Mogwai - a gathering of Scottish planet-bashers who affectionately term their recording studio in Glasgow the 'Castle of Doom' - are often something spiritual. I have come to this conclusion based on the fact that, in my current state, this Saturday at midnight, you have to be something outrageously special to catch even a glimmer of my attention whilst I sit propped between a desk and a depressingly large array of clothes/work-related debris. Almost comatose from a horrendously freezing train ordeal surrounded by inebriated football fans pepped up on the Newkie Brown trying to read/be sick on my Sandman over my shoulder. Bloodshot, crying eyes from the glare of the computer screen. Some ridiculously-priced station coffee to constitute my dinner; which tasted of cardboard and burnt my tongue off anyway. Plates. Bottles. A vague sense of nausea and thirst. A gust of Arctic snow through the smashed window that no one's been arsed to fix yet. To penetrate the microscopic segment of my brain that is, somewhere, still working, you have to have something Very Goddamned Worthwhile to say, like a proclamation that the world is about to implode unless I lift my left hand just half an inch from the desk. You have to be a Coliseum-sized mug of Lemsip. Or you have to be Jesus performing a miracle in front of my nose. Or you have to be Mogwai.

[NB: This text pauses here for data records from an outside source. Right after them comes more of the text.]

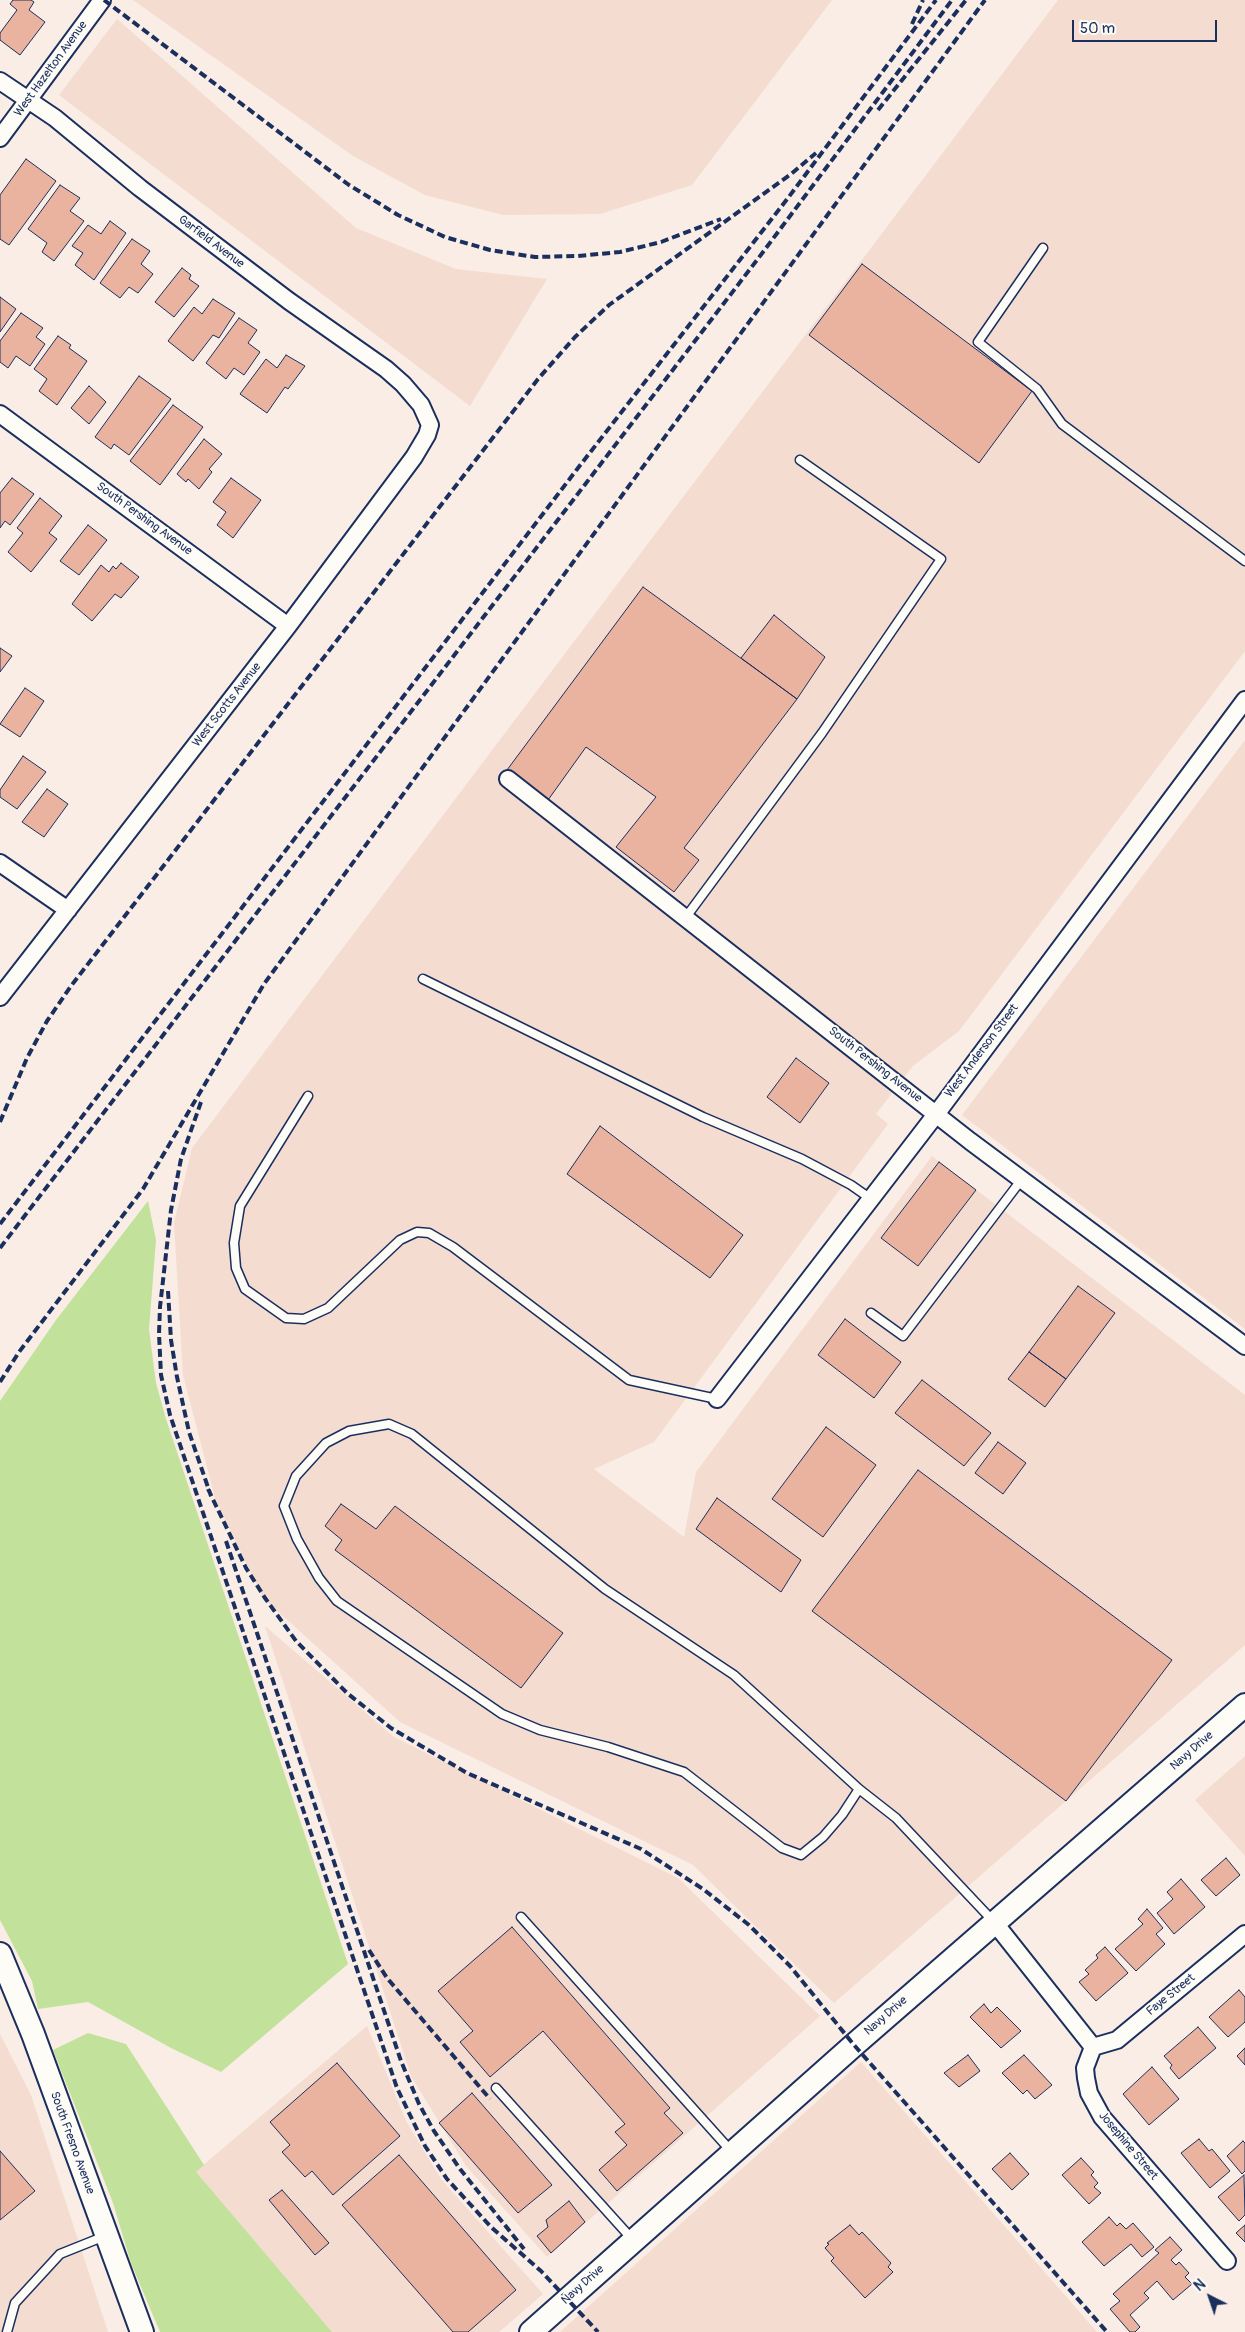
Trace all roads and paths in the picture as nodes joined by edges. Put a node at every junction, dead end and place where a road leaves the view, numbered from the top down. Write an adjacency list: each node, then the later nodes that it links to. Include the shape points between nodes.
1 (102, 0): 3 (street, West Hazelton Avenue)
2 (0, 81): 3 (street, Garfield Avenue)
3 (28, 101): 4 (street, West Hazelton Avenue); 6 (street, Garfield Avenue, via 55,118 140,188 281,295 386,369)
4 (0, 138)
5 (1042, 248): 9 (lane, via 978,342 1037,389 1062,424)
6 (421, 405): 10 (street, West Scotts Avenue, via 430,425 414,457)
7 (0, 414): 10 (street, South Pershing Avenue)
8 (800, 460): 15 (lane, via 941,559 822,733)
9 (1245, 561)
10 (288, 626): 14 (street, West Scotts Avenue)
11 (1245, 700): 19 (street, West Anderson Street)
12 (508, 779): 15 (street, South Pershing Avenue)
13 (0, 862): 14 (street)
14 (68, 910): 17 (street, West Scotts Avenue)
15 (686, 917): 19 (street, South Pershing Avenue)
16 (423, 979): 21 (lane, via 703,1117 802,1159)
17 (0, 997)
18 (308, 1096): 24 (lane, via 240,1206 234,1243 236,1268 245,1289 286,1318 304,1319 328,1308 400,1240 418,1232 429,1233 453,1247 630,1380)
19 (937, 1113): 20 (street, South Pershing Avenue); 21 (street, West Anderson Street)
20 (1022, 1179): 22 (lane, via 903,1336); 23 (street, South Pershing Avenue)
21 (871, 1199): 24 (street, West Anderson Street)
22 (871, 1313)
23 (1245, 1346)
24 (717, 1399)
25 (1245, 1704): 28 (street, Navy Drive)
26 (859, 1789): 26 (lane, via 734,1675 605,1589 412,1434 389,1424 349,1430 326,1443 296,1476 284,1506 314,1570 337,1601 502,1714 540,1730 608,1747 684,1772 782,1848 801,1855 824,1837); 28 (lane, via 896,1818)
27 (521, 1917): 33 (lane)
28 (994, 1922): 31 (street); 33 (street, Navy Drive)
29 (1245, 1934): 31 (street, Faye Street, via 1117,2040)
30 (0, 1954): 34 (street, South Fresno Avenue)
31 (1093, 2047): 36 (street, Josephine Street, via 1085,2068 1086,2078 1089,2093 1102,2117)
32 (496, 2088): 35 (lane)
33 (732, 2152): 35 (street, Navy Drive)
34 (107, 2236): 37 (lane, via 60,2254 15,2303); 38 (street, South Fresno Avenue)
35 (633, 2240): 39 (street, Navy Drive)
36 (1228, 2262)
37 (7, 2332)
38 (142, 2332)
39 (531, 2332)

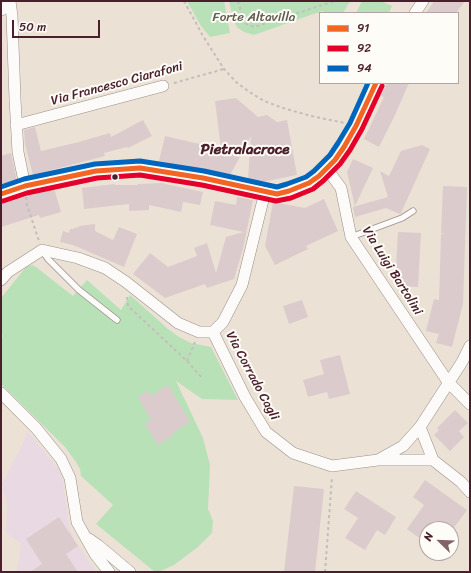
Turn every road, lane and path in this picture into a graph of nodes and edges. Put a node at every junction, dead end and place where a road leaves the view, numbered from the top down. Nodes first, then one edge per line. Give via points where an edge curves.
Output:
1 (5, 1) edge
2 (10, 1) edge
3 (184, 1) edge
4 (238, 1) edge
5 (335, 1) edge
6 (423, 1) edge
7 (1, 8) edge
8 (416, 12) edge
9 (224, 69) junction
10 (376, 84) edge
11 (163, 86) joint
12 (16, 125) junction
13 (356, 126) junction
14 (327, 169) junction
15 (25, 186) junction
16 (265, 192) junction
17 (1, 194) edge
18 (28, 205) dead end
19 (413, 211) dead end
20 (351, 237) junction
21 (42, 250) junction
22 (1, 280) edge
23 (126, 282) junction
24 (117, 320) dead end
25 (199, 332) junction
26 (213, 332) junction
27 (470, 346) edge
28 (187, 361) junction
29 (202, 378) dead end
30 (448, 382) junction
31 (1, 393) edge
32 (470, 404) edge
33 (420, 427) junction
34 (378, 460) junction
35 (433, 460) junction
36 (332, 466) junction
37 (470, 492) edge
38 (85, 537) junction
39 (109, 572) edge
40 (130, 572) edge
41 (325, 572) edge

1 - 7 main road
2 - 12 street
3 - 9 path
4 - 5 path via 244,23 254,27
6 - 8 street
9 - 11 path, Via Francesco Ciarafoni
9 - 13 path via 236,82 264,101 311,116
10 - 13 street
11 - 12 street, Via Francesco Ciarafoni
12 - 15 street
13 - 14 street
14 - 16 street via 299,188 277,194
14 - 20 street, Via Luigi Bartolini via 341,188
15 - 16 street via 96,170 140,168 204,178
15 - 17 street
16 - 26 street via 242,285 223,322
18 - 21 path
19 - 20 lane via 402,218
20 - 30 street, Via Luigi Bartolini
21 - 22 street via 8,272
21 - 23 street via 78,258 105,268
21 - 24 lane via 79,290
23 - 25 street via 178,323
23 - 28 path via 128,306
25 - 26 street
25 - 28 path
26 - 36 street, Via Corrado Cagli via 245,397 266,432 293,453
27 - 30 street
28 - 29 path
30 - 32 street, Via Luigi Bartolini
30 - 33 street
31 - 38 street via 36,428 61,459 70,478 77,522
33 - 34 street, Via Corrado Cagli via 403,446
33 - 35 street
34 - 35 street, Via Corrado Cagli
34 - 36 street, Via Corrado Cagli
35 - 37 street
36 - 41 path
38 - 39 street
38 - 40 street

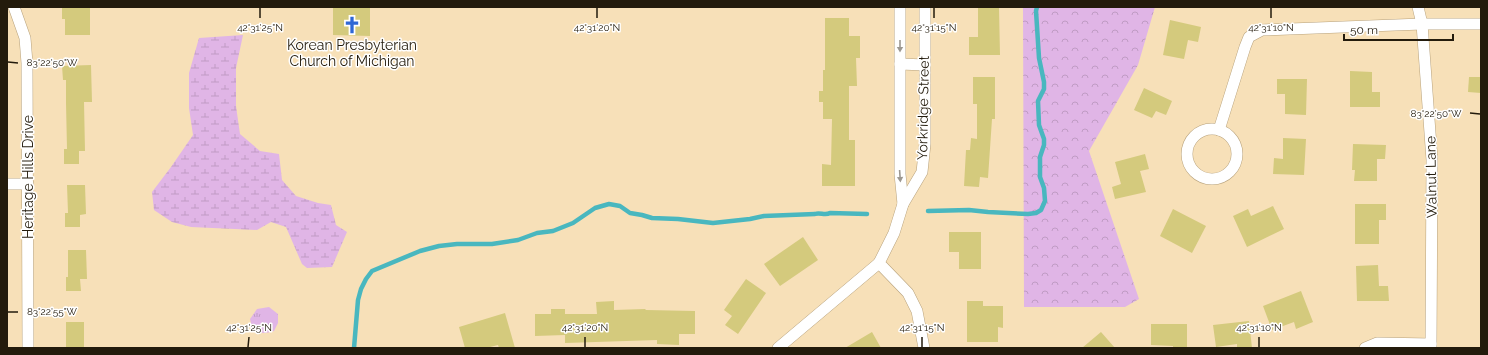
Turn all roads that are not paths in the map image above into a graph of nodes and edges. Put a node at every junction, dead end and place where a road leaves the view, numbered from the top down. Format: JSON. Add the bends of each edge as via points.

A looping, tumbling guitar line saws into 'Glasgow Mega-Snake' to be promptly snapped and swallowed up by a flood of rising power, subsumed by pounding chords that cobras the world over are bashing their heads and performing mating rituals to. Far more immediately violent than anything on 2003's 'Happy Songs For Happy People', which geared itself towards spending long expanses of time lulling you into a false sense of security and then gouging your guts out behind your back before you'd registered the volume change (sneaky buggers), this track makes no delay in grabbing a fistful of kitchen knives and throwing them. Anywhere. Everywhere. Occasionally, one of these knives hits a dinosaur in the heart and it roars in agony. Then, when there are no blades left, it ceases as ferociously and abruptly as it began; a neat, clean kill.
In comparison, 'Acid Food' is a meek, slightly boring waft of dreamy, distorted voices but 'Travel Is Dangerous' succeeds in taking the former's somewhat unfulfilled blueprint and unravelling it into a towering and melodious monstrosity with no loss of power. Majestic, imperial masters of the slow-burning, ground-shaking earth rumble, Mogwai paint vast scenes of a disastrous apocalypse in your mind and somehow, somehow, manage to make them beautiful; who'd have thought that massive vistas of destruction could be, in some terrifying and disturbing way, so glorious? Theirs is the sound of the world crashing to pieces around your ears - and you, sat smiling, not even caring.